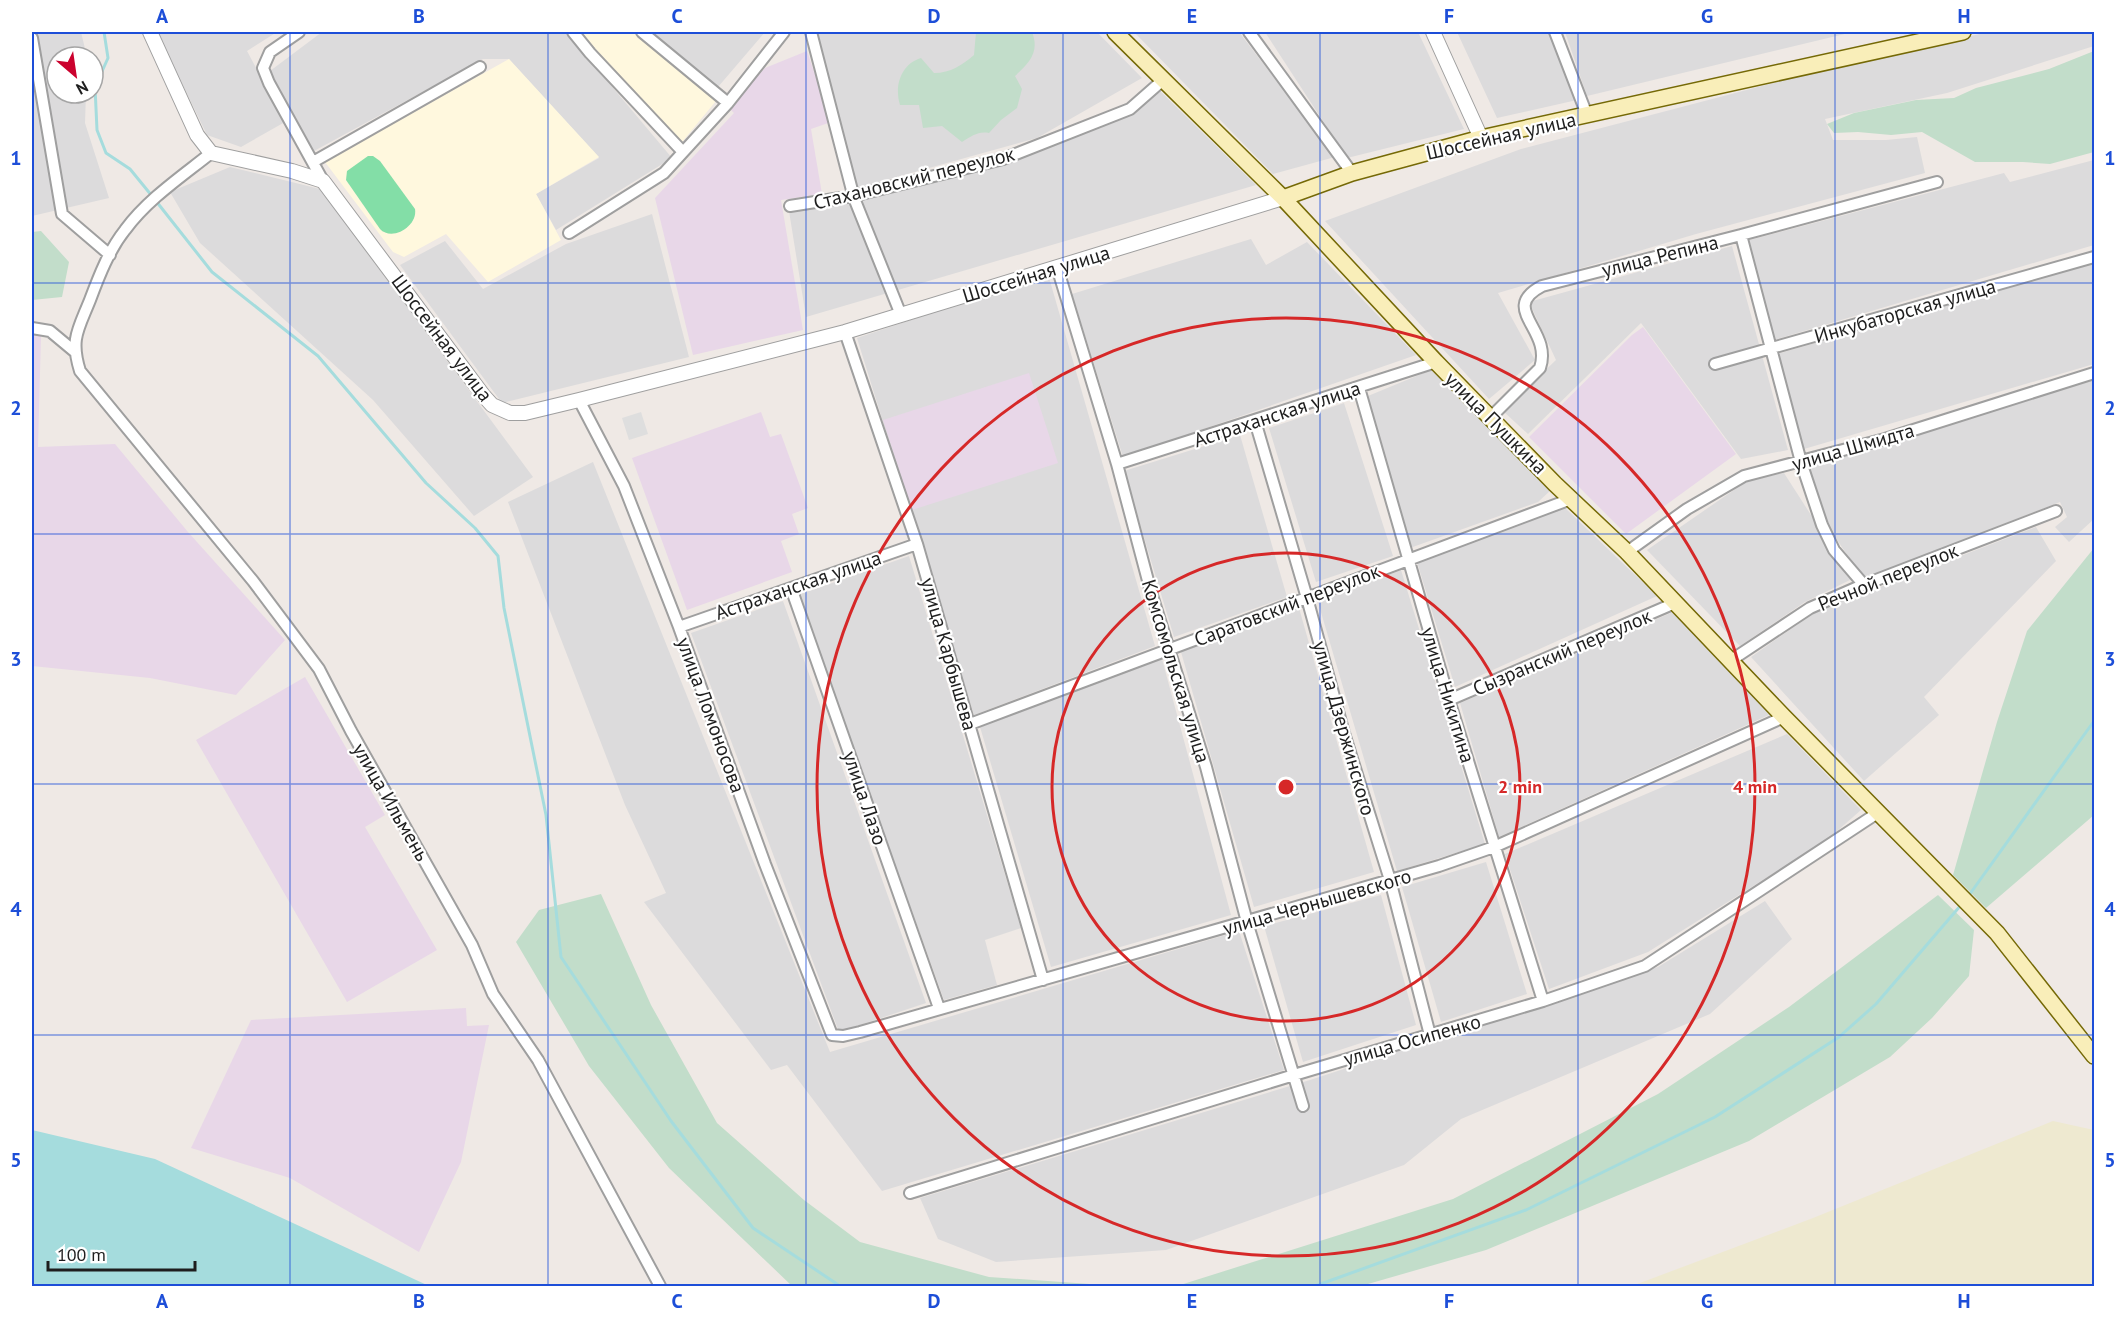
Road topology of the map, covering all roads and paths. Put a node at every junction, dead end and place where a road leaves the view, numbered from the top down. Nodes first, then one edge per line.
1 (150, 32) edge
2 (299, 32) edge
3 (573, 32) edge
4 (642, 32) edge
5 (784, 32) edge
6 (811, 32) edge
7 (1114, 32) edge
8 (1249, 32) edge
9 (1433, 32) edge
10 (1555, 32) edge
11 (1964, 32) edge
12 (32, 38) edge
13 (33, 57) edge
14 (480, 67) dead end
15 (1163, 80) junction
16 (728, 103) junction
17 (1587, 116) junction
18 (1481, 138) junction
19 (683, 152) junction
20 (212, 153) junction
21 (313, 162) junction
22 (1352, 173) junction
23 (323, 181) junction
24 (1937, 182) dead end
25 (853, 196) junction
26 (1283, 198) junction
27 (790, 206) dead end
28 (569, 233) dead end
29 (1741, 235) junction
30 (110, 255) junction
31 (2094, 257) edge
32 (1057, 267) junction
33 (901, 315) junction
34 (32, 328) edge
35 (845, 332) junction
36 (1771, 349) junction
37 (74, 351) junction
38 (1436, 362) junction
39 (1714, 364) dead end
40 (2094, 373) edge
41 (1359, 388) junction
42 (579, 400) junction
43 (1491, 417) junction
44 (1255, 421) junction
45 (1801, 462) junction
46 (1117, 464) junction
47 (1571, 499) junction
48 (2056, 512) dead end
49 (917, 544) junction
50 (1627, 552) junction
51 (1407, 560) junction
52 (1864, 585) junction
53 (791, 588) junction
54 (1307, 598) junction
55 (1675, 603) junction
56 (680, 627) junction
57 (1169, 649) junction
58 (1730, 661) junction
59 (1449, 700) junction
60 (1784, 717) junction
61 (970, 724) junction
62 (1879, 812) junction
63 (1494, 847) junction
64 (1390, 880) junction
65 (1247, 922) junction
66 (1043, 980) junction
67 (1543, 1001) junction
68 (939, 1008) junction
69 (832, 1035) joint
70 (1430, 1035) junction
71 (2094, 1056) edge
72 (1293, 1075) junction
73 (1303, 1106) dead end
74 (910, 1193) dead end
75 (660, 1287) edge

1 - 20 street
2 - 21 street
3 - 19 street
4 - 16 street
5 - 16 street
6 - 25 street
7 - 15 main road, улица Пушкина
8 - 22 street
9 - 18 street
10 - 17 street
11 - 17 main road, Шоссейная улица
12 - 13 street
13 - 30 street
14 - 21 street
15 - 25 street, Стахановский переулок
15 - 26 main road, улица Пушкина
16 - 19 street
17 - 18 main road, Шоссейная улица
18 - 22 main road, Шоссейная улица
19 - 28 street
20 - 23 street
20 - 30 street
21 - 23 street
22 - 26 main road, Шоссейная улица
23 - 42 street, Шоссейная улица
24 - 29 street, улица Репина
25 - 27 street, Стахановский переулок
25 - 33 street
26 - 32 street, Шоссейная улица
26 - 38 main road, улица Пушкина
29 - 36 street
29 - 43 street, улица Репина
30 - 37 street
31 - 36 street, Инкубаторская улица
32 - 33 street, Шоссейная улица
32 - 46 street, Комсомольская улица
33 - 35 street, Шоссейная улица
34 - 37 street, улица Ильмень
35 - 42 street, Шоссейная улица
35 - 49 street, улица Карбышева
36 - 39 street, Инкубаторская улица
36 - 45 street
37 - 75 street, улица Ильмень
38 - 41 street, Астраханская улица
38 - 43 main road, улица Пушкина
40 - 45 street, улица Шмидта
41 - 44 street, Астраханская улица
41 - 51 street, улица Никитина
42 - 56 street, улица Ломоносова
43 - 47 main road, улица Пушкина
44 - 46 street, Астраханская улица
44 - 54 street, улица Дзержинского
45 - 50 street, улица Шмидта
45 - 52 street
46 - 57 street, Комсомольская улица
47 - 50 main road, улица Пушкина
47 - 51 street, Саратовский переулок
48 - 52 street, Речной переулок
49 - 53 street, Астраханская улица
49 - 61 street, улица Карбышева
50 - 55 main road, улица Пушкина
51 - 54 street, Саратовский переулок
51 - 59 street, улица Никитина
52 - 58 street, Речной переулок
53 - 56 street, Астраханская улица
53 - 68 street, улица Лазо
54 - 57 street, Саратовский переулок
54 - 64 street, улица Дзержинского
55 - 58 main road, улица Пушкина
55 - 59 street, Сызранский переулок
56 - 69 street, улица Ломоносова
57 - 61 street, Саратовский переулок
57 - 65 street, Комсомольская улица
58 - 60 main road, улица Пушкина
59 - 63 street, улица Никитина
60 - 62 main road, улица Пушкина
60 - 63 street, улица Чернышевского
61 - 66 street, улица Карбышева
62 - 67 street, улица Осипенко
62 - 71 main road, улица Пушкина
63 - 64 street, улица Чернышевского
63 - 67 street, улица Никитина
64 - 65 street, улица Чернышевского
64 - 70 street, улица Дзержинского
65 - 66 street, улица Чернышевского
65 - 72 street, Комсомольская улица
66 - 68 street, улица Чернышевского
67 - 70 street, улица Осипенко
68 - 69 street, улица Чернышевского
70 - 72 street, улица Осипенко
72 - 73 street, Комсомольская улица
72 - 74 street, улица Осипенко

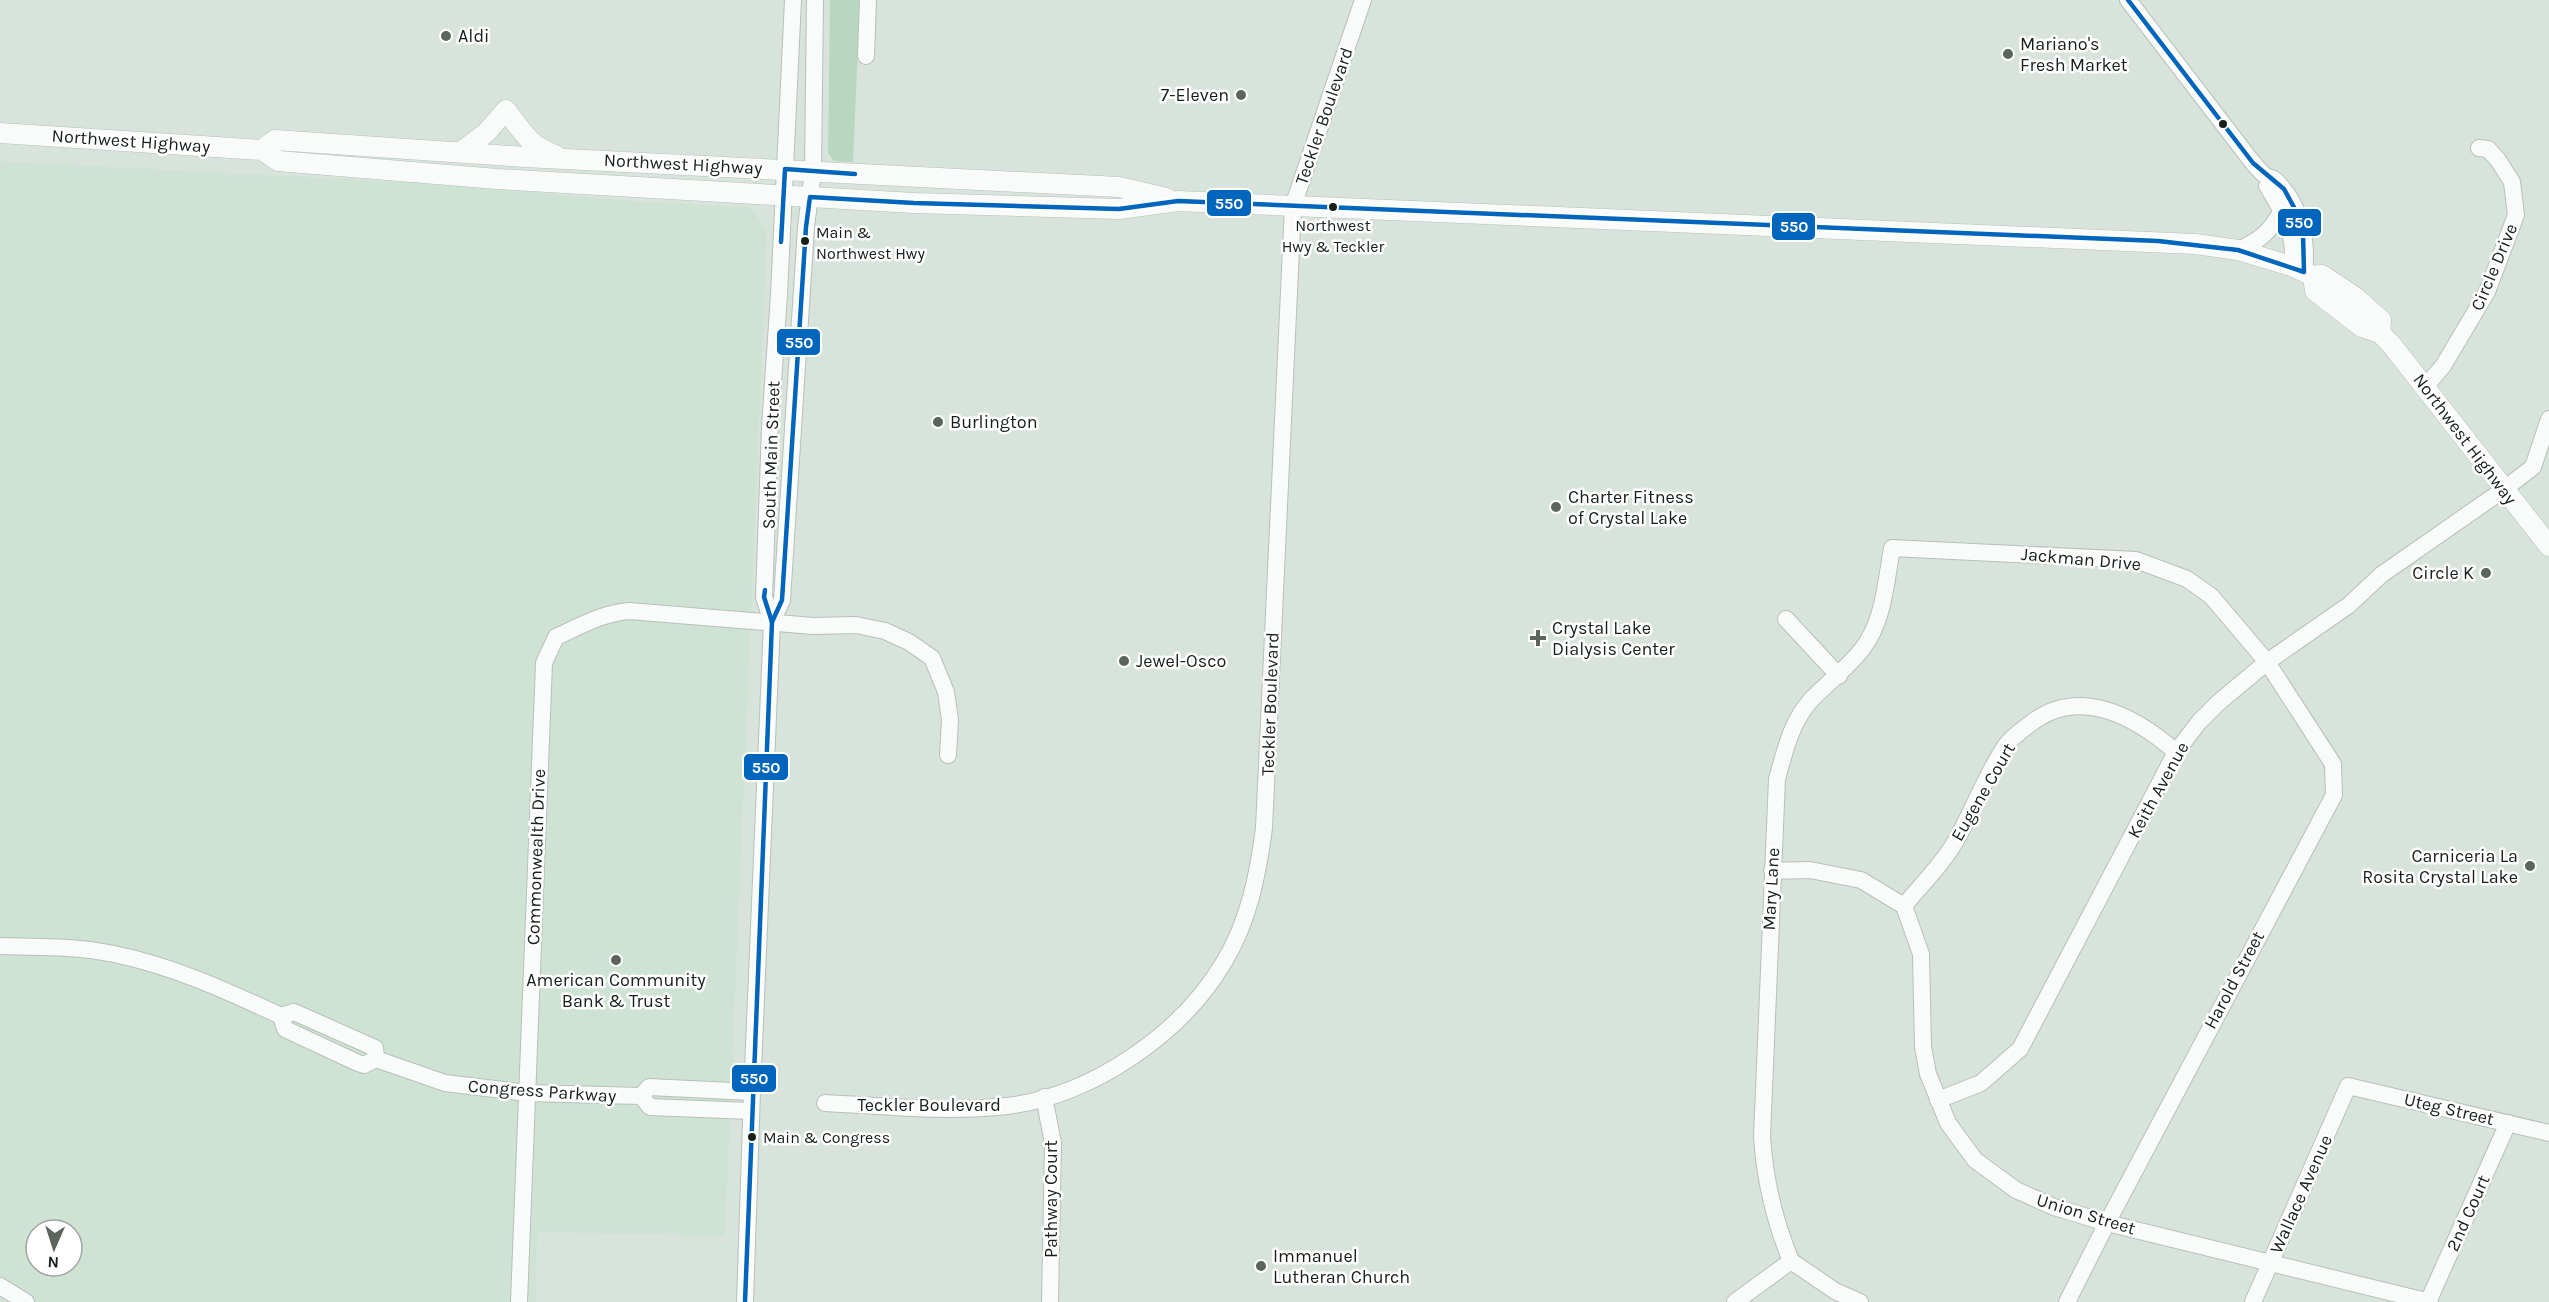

(TASK DETAILS) Find the string "Шоссейная" in the listing and return every line that holds it.

(ANSWER FOR THE TASK)
11 - 17 main road, Шоссейная улица
17 - 18 main road, Шоссейная улица
18 - 22 main road, Шоссейная улица
22 - 26 main road, Шоссейная улица
23 - 42 street, Шоссейная улица
26 - 32 street, Шоссейная улица
32 - 33 street, Шоссейная улица
33 - 35 street, Шоссейная улица
35 - 42 street, Шоссейная улица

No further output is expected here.